Los consejos para quienes empiezan también son distintos, aunque complementarios. "Uno de los errores más comunes es ser precipitado. Hay una curva de aprendizaje que conviene respetar y no frustrarse en los primeros intentos." dice de la Silva. Costa, en cambio, pone el acento en la actitud: "Nunca hay que perder la humildad. Siempre hay cosas por aprender y personas de las que se puede aprender."

Cuánto gana un bartender en Argentina

La pregunta sobre el dinero es la que más tensión genera. En Argentina, la coctelería todavía no tiene el reconocimiento que merece, y los ingresos varían enormemente según el tipo de establecimiento y la experiencia. Según los entrevistados, el ingreso promedio se ubica entre los $900.000 y $1.200.000 mensuales, siendo las propinas una parte fundamental del total.

Sobre las modalidades de trabajo, el sector presenta un panorama mixto. Trabajar en relación de dependencia ofrece estabilidad y previsibilidad, pero muchos bartenders combinan ese empleo fijo con trabajo eventual en eventos, activaciones de marca o asesoramiento en cartas de otros bares. De la Silva confirma que es una práctica habitual y que, si bien demanda esfuerzo, la mayoría lo ha hecho en algún momento de su carrera. Costa matiza que los eventos ofrecen buenos ingresos por jornada, pero la irregularidad hace que un puesto fijo en restaurante, bar u hotel siga siendo la opción más estable.

Los horarios son otro factor que considerar.

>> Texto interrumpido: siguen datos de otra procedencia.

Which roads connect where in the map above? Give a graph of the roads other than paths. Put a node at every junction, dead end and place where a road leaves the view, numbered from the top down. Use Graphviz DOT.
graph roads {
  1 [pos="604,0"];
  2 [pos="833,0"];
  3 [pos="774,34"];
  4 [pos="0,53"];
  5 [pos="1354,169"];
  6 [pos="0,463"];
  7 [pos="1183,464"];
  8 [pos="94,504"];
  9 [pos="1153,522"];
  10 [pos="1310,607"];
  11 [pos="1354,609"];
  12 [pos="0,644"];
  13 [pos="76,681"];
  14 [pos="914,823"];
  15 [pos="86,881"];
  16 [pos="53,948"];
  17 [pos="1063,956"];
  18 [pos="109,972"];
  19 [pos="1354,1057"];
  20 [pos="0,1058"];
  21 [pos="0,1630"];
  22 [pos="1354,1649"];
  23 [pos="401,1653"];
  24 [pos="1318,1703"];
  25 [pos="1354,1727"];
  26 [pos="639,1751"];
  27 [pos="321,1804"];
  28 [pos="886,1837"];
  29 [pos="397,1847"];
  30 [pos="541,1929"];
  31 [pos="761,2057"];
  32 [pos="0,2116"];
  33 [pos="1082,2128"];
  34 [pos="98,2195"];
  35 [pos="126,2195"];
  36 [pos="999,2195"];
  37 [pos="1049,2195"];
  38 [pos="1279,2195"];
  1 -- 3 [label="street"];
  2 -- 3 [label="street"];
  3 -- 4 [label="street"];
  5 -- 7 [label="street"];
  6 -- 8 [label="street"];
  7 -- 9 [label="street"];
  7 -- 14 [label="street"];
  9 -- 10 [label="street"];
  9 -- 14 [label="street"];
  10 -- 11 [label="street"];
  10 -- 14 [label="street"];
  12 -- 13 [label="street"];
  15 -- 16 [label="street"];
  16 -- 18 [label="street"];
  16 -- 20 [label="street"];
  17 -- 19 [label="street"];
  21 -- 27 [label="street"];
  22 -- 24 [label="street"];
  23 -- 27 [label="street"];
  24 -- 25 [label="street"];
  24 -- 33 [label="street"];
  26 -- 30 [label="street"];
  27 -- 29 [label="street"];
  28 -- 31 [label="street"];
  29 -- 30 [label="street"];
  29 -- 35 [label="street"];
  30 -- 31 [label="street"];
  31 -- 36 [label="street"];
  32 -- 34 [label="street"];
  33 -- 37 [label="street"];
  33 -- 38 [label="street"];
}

Las jornadas suelen ser de ocho horas, pero con frecuencia se extienden. "Siempre hay algo pendiente o algún puesto que cubrir", dice de la Silva. Costa lo describe como un trabajo con esfuerzo físico, alta intensidad y momentos de mucha presión, especialmente durante la noche.

¿Se puede vivir bien de este oficio? La respuesta de ambos es afirmativa aunque con peros. Si bien ambos coinciden en que es posible sustentarse, advierten que hoy el sector está "golpeado" y que la falta de una cultura más desarrollada de coctelería en el país impacta en los ingresos. En muchos casos, los bartenders combinan distintos trabajos para alcanzar una estabilidad económica.

Costa asegura que las propinas son una parte fundamental del ingreso del bartender

En definitiva, ser bartender en la Argentina de hoy es apostar por un trabajo apasionante pero exigente, donde la formación continua, la actitud de servicio y la capacidad de adaptarse a distintos contextos son tan importantes como la técnica. El sueldo puede crecer con la experiencia y las propinas, pero el verdadero diferencial, según quienes ya están detrás de la barra, es la pasión y la responsabilidad con la que se ejerce el oficio.